-- Activity --
Select and copy out every line in the records containing "RAVEN".

-- Source information --
# # # #

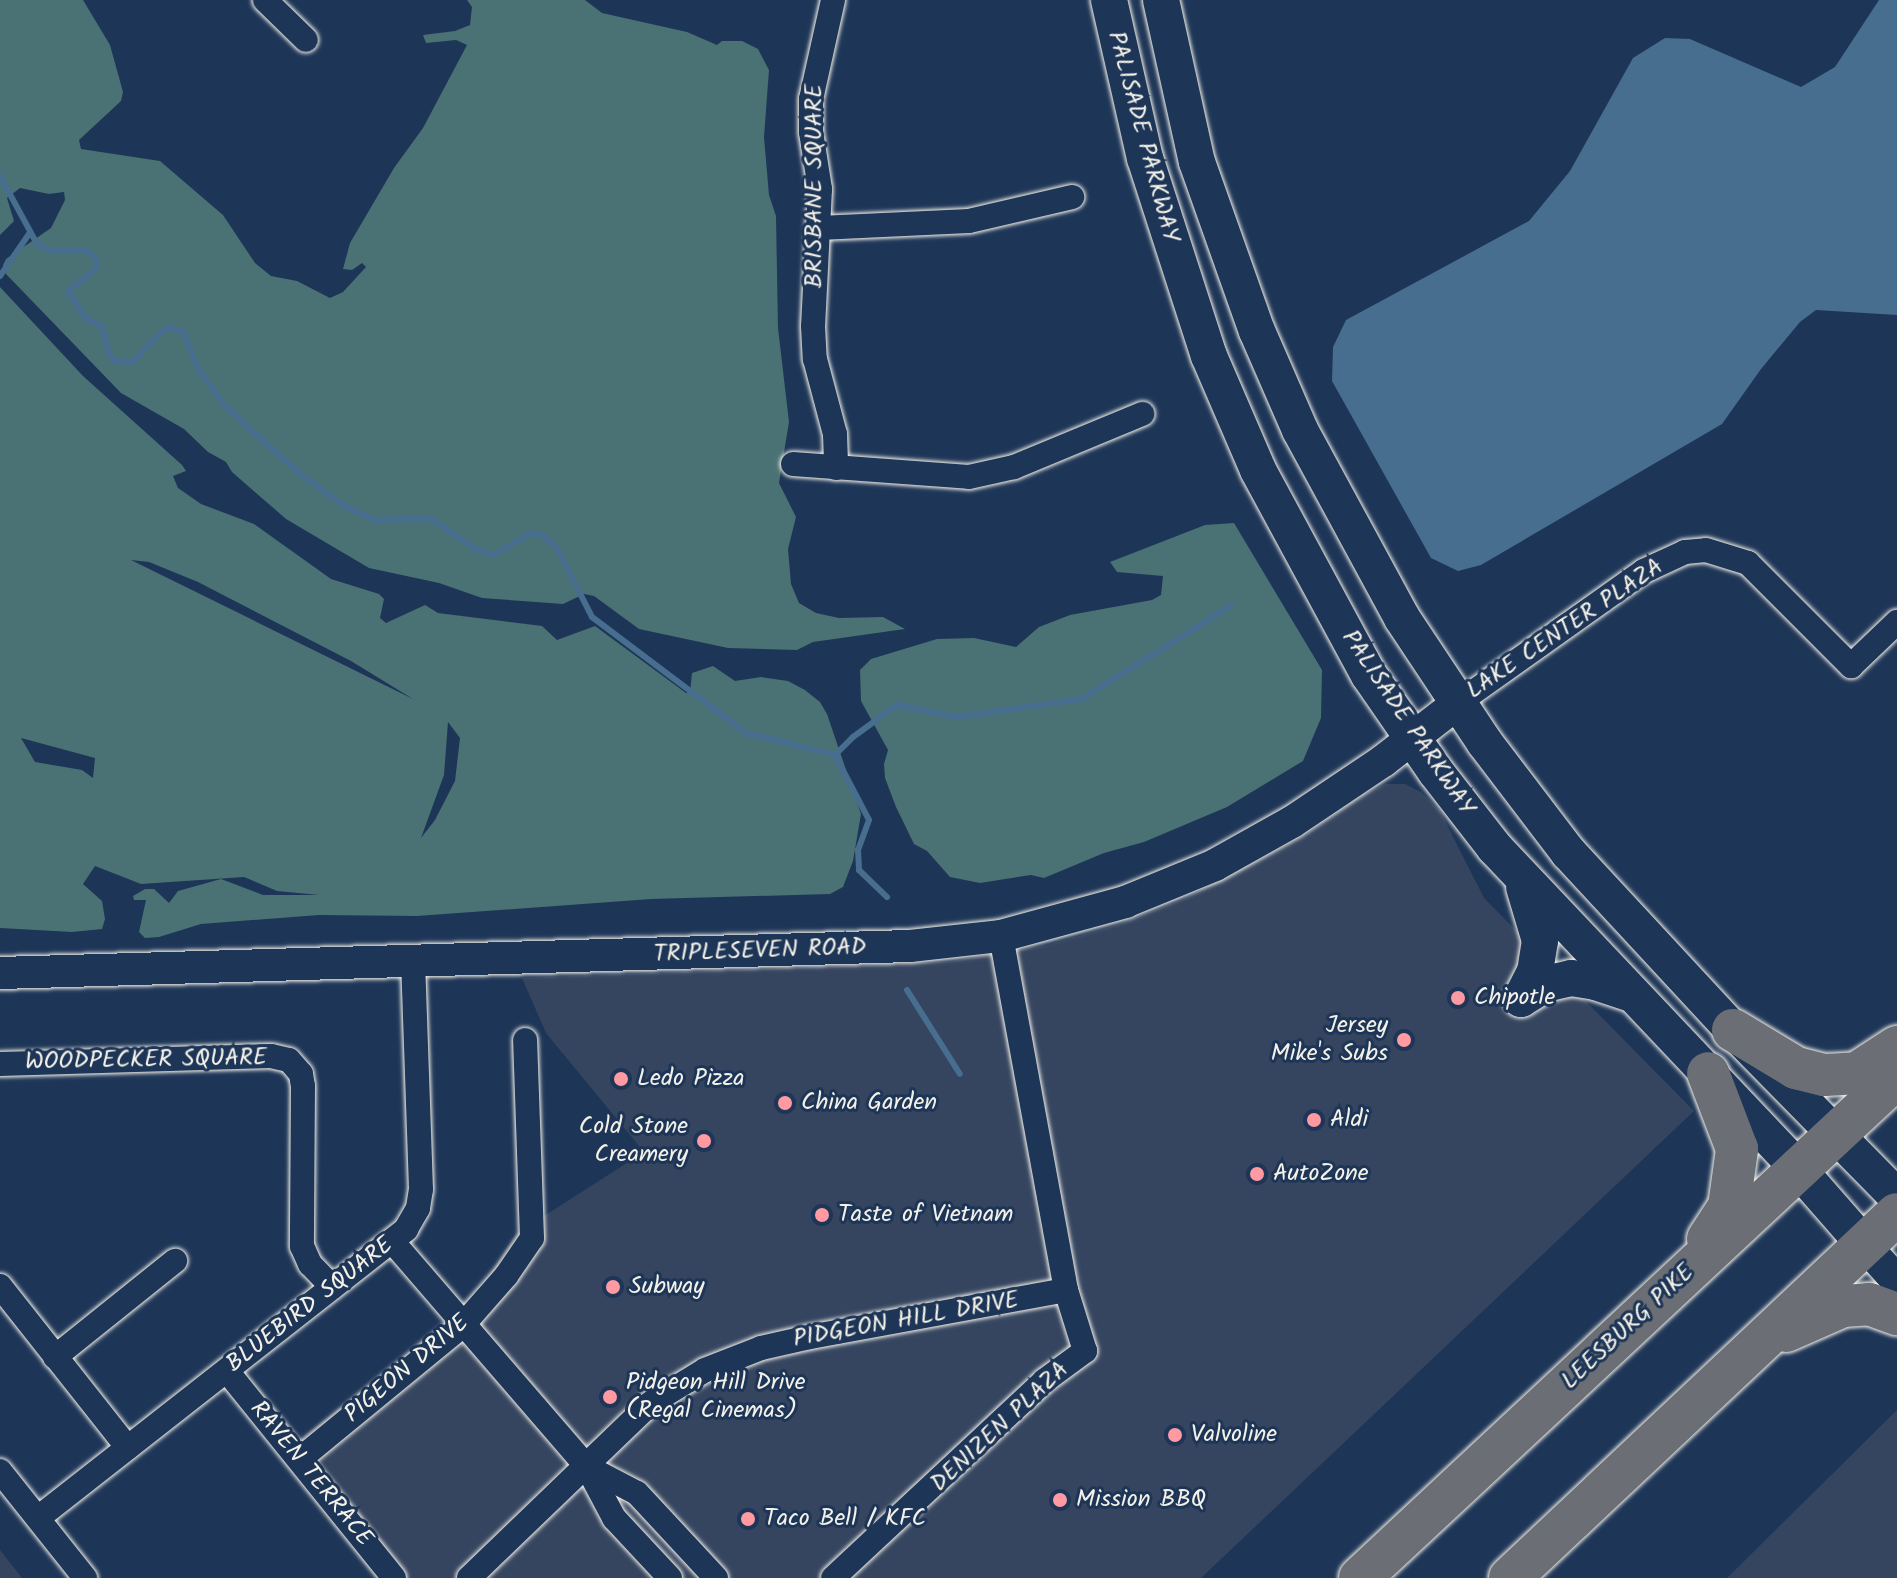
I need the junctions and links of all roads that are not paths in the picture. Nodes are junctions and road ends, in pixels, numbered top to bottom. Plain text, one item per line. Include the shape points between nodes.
1 (265, 0) edge
2 (833, 0) edge
3 (1109, 0) edge
4 (1161, 0) edge
5 (306, 40) dead end
6 (1072, 197) dead end
7 (819, 228) junction
8 (1142, 414) dead end
9 (793, 464) dead end
10 (836, 468) junction
11 (1897, 622) edge
12 (1458, 703) junction
13 (1412, 737) junction
14 (1521, 878) junction
15 (1001, 936) junction
16 (413, 962) junction
17 (0, 973) edge
18 (1628, 993) junction
19 (1733, 1030) junction
20 (525, 1040) dead end
21 (1897, 1047) edge
22 (0, 1064) edge
23 (1708, 1073) junction
24 (1897, 1077) edge
25 (1839, 1134) junction
26 (1799, 1170) junction
27 (1897, 1197) edge
28 (1897, 1214) edge
29 (392, 1241) junction
30 (1863, 1243) junction
31 (175, 1261) dead end
32 (1682, 1276) junction
33 (1897, 1281) edge
34 (0, 1286) edge
35 (332, 1287) junction
36 (1066, 1290) junction
37 (1897, 1314) edge
38 (462, 1326) junction
39 (1756, 1345) junction
40 (55, 1357) junction
41 (227, 1371) junction
42 (128, 1448) junction
43 (300, 1459) junction
44 (587, 1467) junction
45 (0, 1471) edge
46 (38, 1518) junction
47 (390, 1577) edge
48 (85, 1578) edge
49 (469, 1578) edge
50 (670, 1578) edge
51 (716, 1578) edge
52 (833, 1578) edge
53 (1360, 1578) edge
54 (1510, 1578) edge

1 - 5 street
2 - 7 street, BRISBANE SQUARE via 811,99
3 - 13 main road, PALISADE PARKWAY via 1145,158 1209,356 1258,470 1309,568 1369,675
4 - 12 main road, PALISADE PARKWAY via 1197,162 1257,331 1352,532
6 - 7 street via 969,221
7 - 10 street, BRISBANE SQUARE via 815,359 835,434
8 - 10 street via 1014,467 969,477
9 - 10 street
11 - 12 street, LAKE CENTER PLAZA via 1851,666 1748,563 1706,550 1685,552 1644,571
12 - 13 street, TRIPLESEVEN ROAD
12 - 19 main road, PALISADE PARKWAY via 1568,852
13 - 14 main road, PALISADE PARKWAY
13 - 15 street, TRIPLESEVEN ROAD via 1292,822 1215,865 1125,902
14 - 18 main road, PALISADE PARKWAY
14 - 18 main road via 1540,941 1535,972 1521,999 1545,984 1571,978
15 - 16 street, TRIPLESEVEN ROAD via 910,946
15 - 36 street
16 - 17 street, TRIPLESEVEN ROAD
16 - 29 street, BLUEBIRD SQUARE via 421,1198 406,1229
18 - 23 main road, PALISADE PARKWAY
19 - 21 highway via 1796,1068 1824,1075 1857,1073
19 - 25 main road, PALISADE PARKWAY
20 - 38 street, PIGEON DRIVE via 532,1238
22 - 35 street, WOODPECKER SQUARE via 271,1056 289,1060 303,1086 302,1246 310,1264
23 - 26 main road, PALISADE PARKWAY
23 - 32 highway via 1737,1149 1735,1186 1729,1207
24 - 25 highway, LEESBURG PIKE
25 - 26 highway, LEESBURG PIKE
25 - 27 main road, PALISADE PARKWAY
26 - 30 main road, PALISADE PARKWAY
26 - 32 highway, LEESBURG PIKE
28 - 30 highway
29 - 35 street, BLUEBIRD SQUARE
29 - 38 street
30 - 33 street
30 - 39 highway
31 - 40 street
32 - 53 highway, LEESBURG PIKE
34 - 40 street
35 - 41 street, BLUEBIRD SQUARE
36 - 44 street, PIDGEON HILL DRIVE via 810,1337 733,1358 651,1403
36 - 52 street, DENIZEN PLAZA via 1085,1351 1044,1381
37 - 39 highway via 1869,1304 1843,1306
38 - 43 street, PIGEON DRIVE
38 - 44 street
39 - 54 highway
40 - 42 street
41 - 42 street, BLUEBIRD SQUARE
41 - 43 street, RAVEN TERRACE
42 - 46 street, BLUEBIRD SQUARE
43 - 47 street, RAVEN TERRACE
44 - 49 street, PIDGEON HILL DRIVE
44 - 50 street via 614,1518
44 - 51 street via 637,1493
45 - 46 street
46 - 48 street

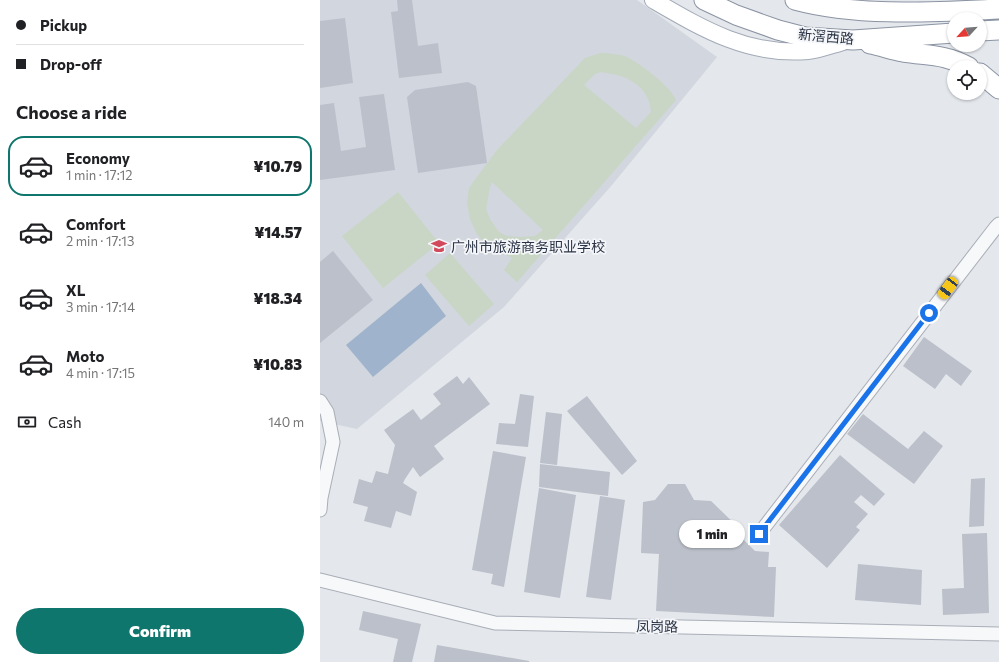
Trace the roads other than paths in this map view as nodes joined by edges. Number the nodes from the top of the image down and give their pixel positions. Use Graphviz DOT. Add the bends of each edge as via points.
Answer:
graph roads {
  1 [pos="653,0"];
  2 [pos="794,0"];
  3 [pos="959,0"];
  4 [pos="715,3"];
  5 [pos="999,9"];
  6 [pos="929,12"];
  7 [pos="999,30"];
  8 [pos="987,31"];
  9 [pos="947,33"];
  10 [pos="854,40"];
  11 [pos="954,60"];
  12 [pos="987,79"];
  13 [pos="999,90"];
  14 [pos="999,224"];
  15 [pos="320,401"];
  16 [pos="320,510"];
  17 [pos="759,534"];
  18 [pos="320,580"];
  19 [pos="999,634"];
  1 -- 10 [label="main road" via="702,28 752,47 782,52 809,51"];
  2 -- 6 [label="highway, 新滘西路" via="849,9"];
  3 -- 6 [label="highway"];
  4 -- 10 [label="highway, 新滘西路" via="736,15 778,30 805,37"];
  5 -- 6 [label="highway, 新滘西路"];
  7 -- 8 [label="highway"];
  9 -- 10 [label="highway, 新滘西路"];
  10 -- 11 [label="highway"];
  12 -- 13 [label="highway"];
  14 -- 17 [label="street"];
  15 -- 16 [label="street" via="327,412 332,442"];
  18 -- 19 [label="street, 凤岗路" via="495,623"];
}
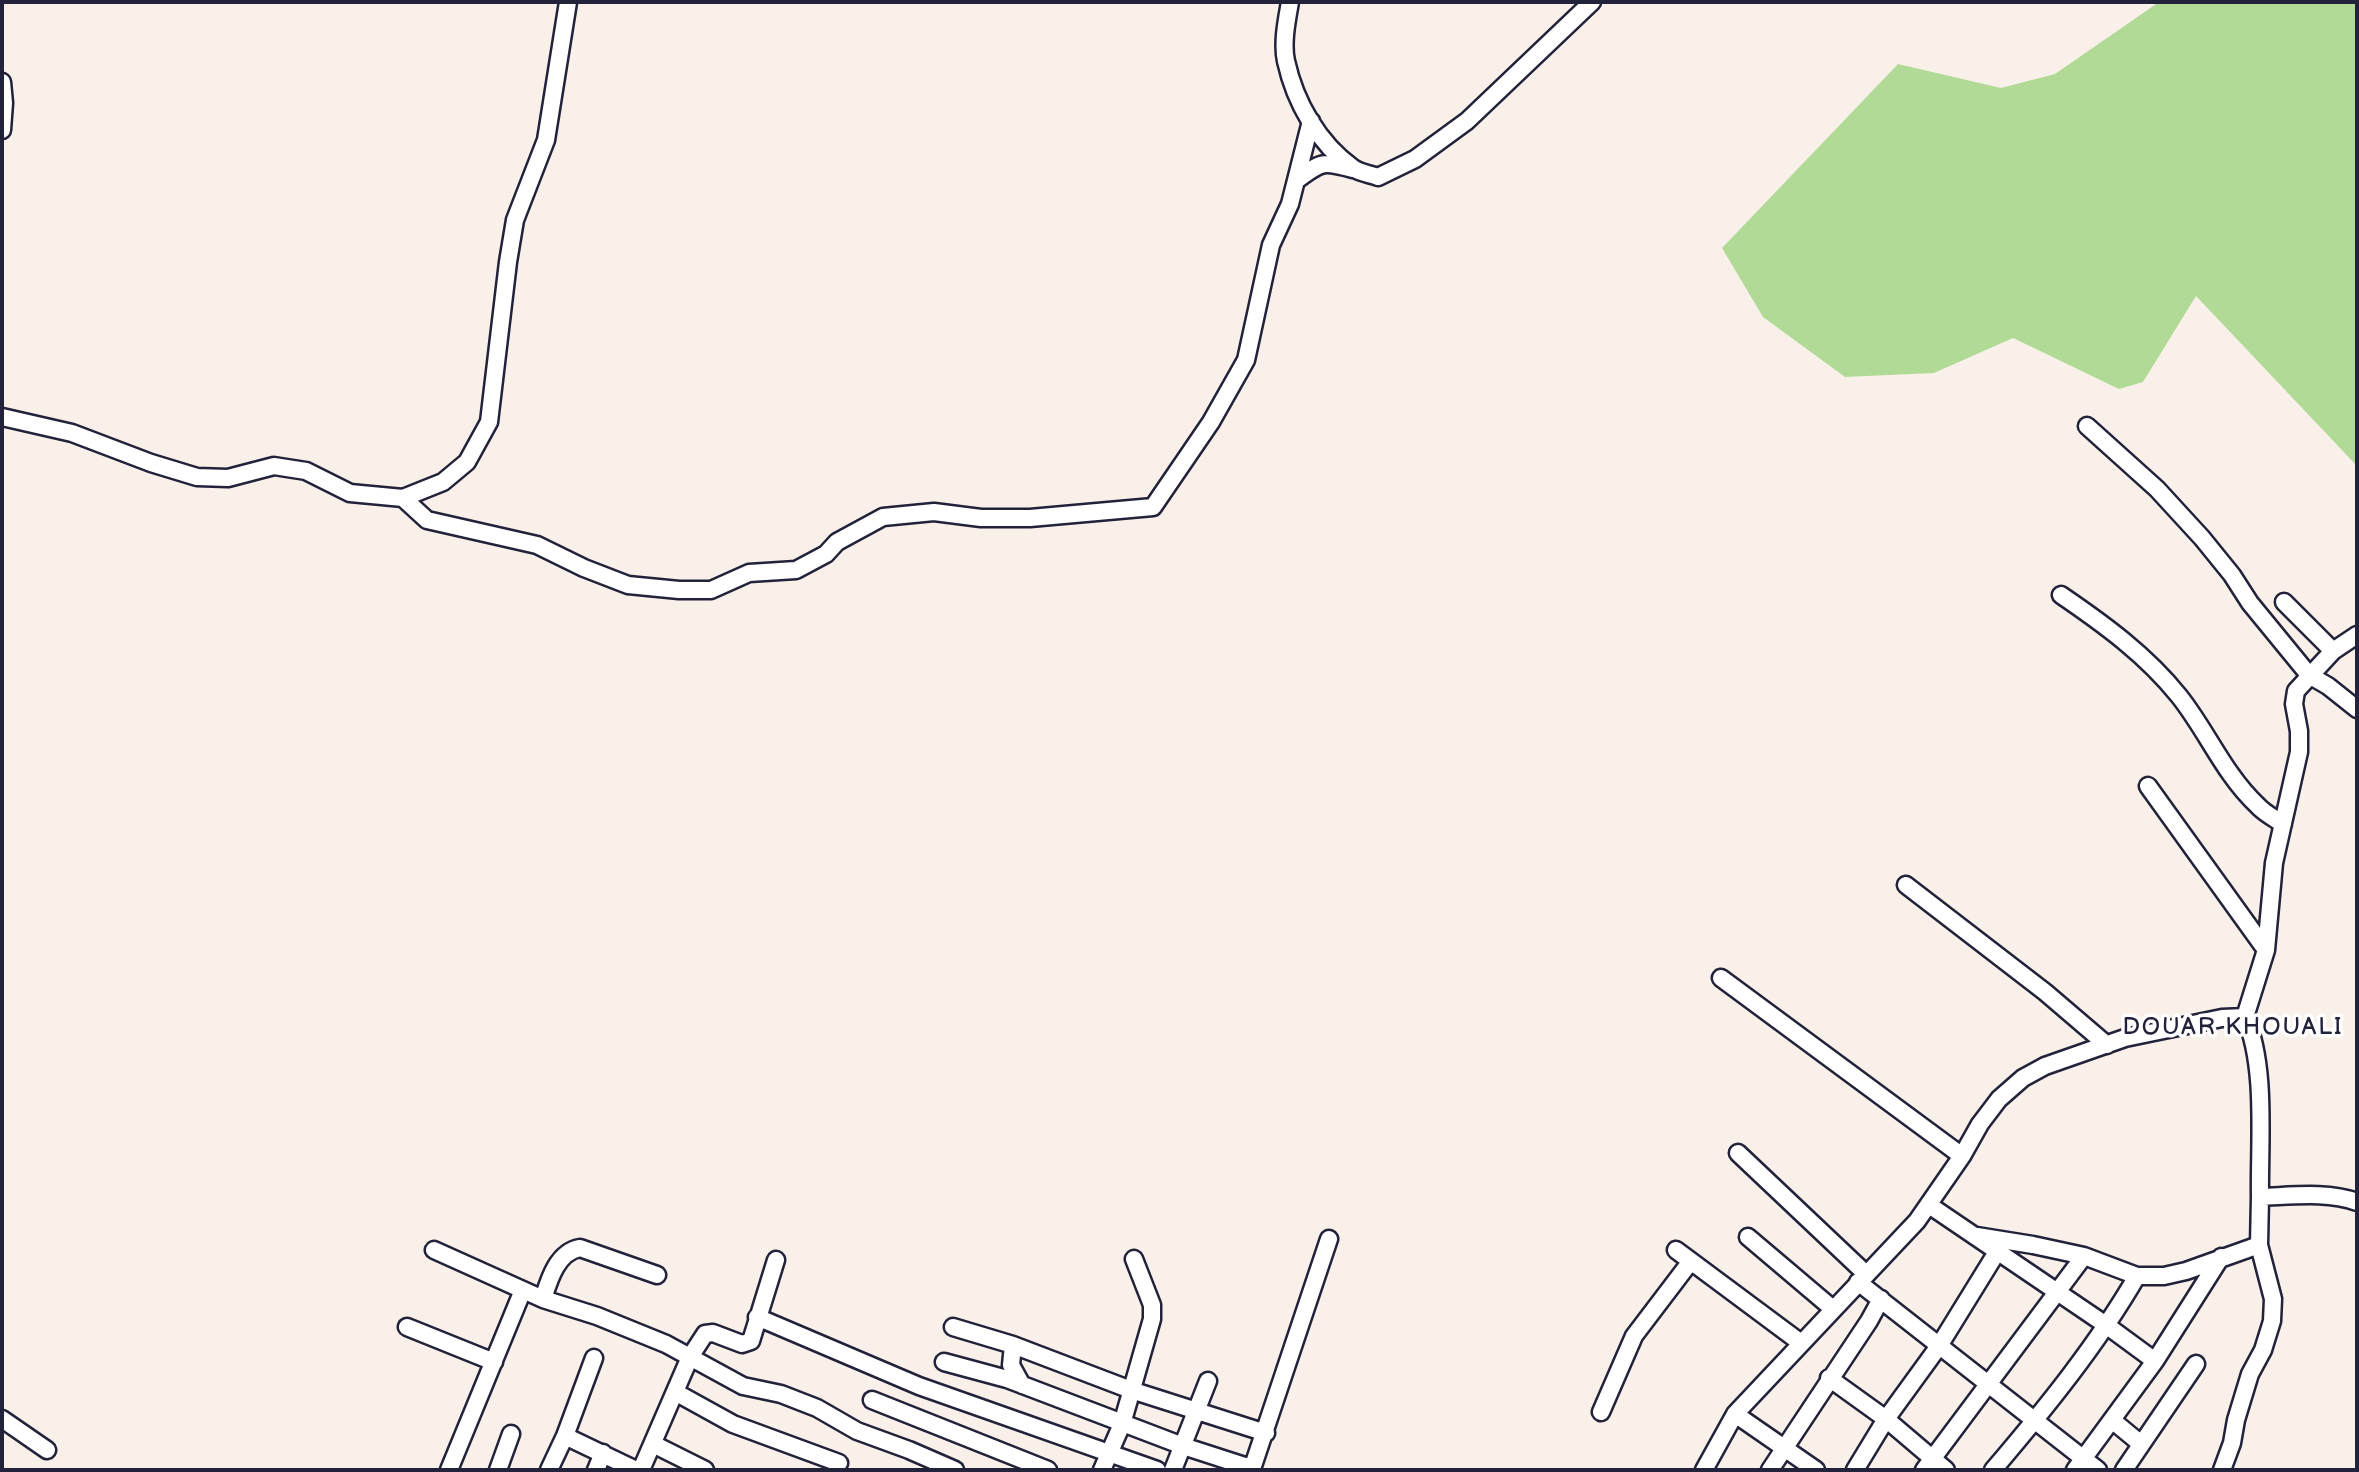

# # # #

-- Solution to the problem --
41 - 43 street, RAVEN TERRACE
43 - 47 street, RAVEN TERRACE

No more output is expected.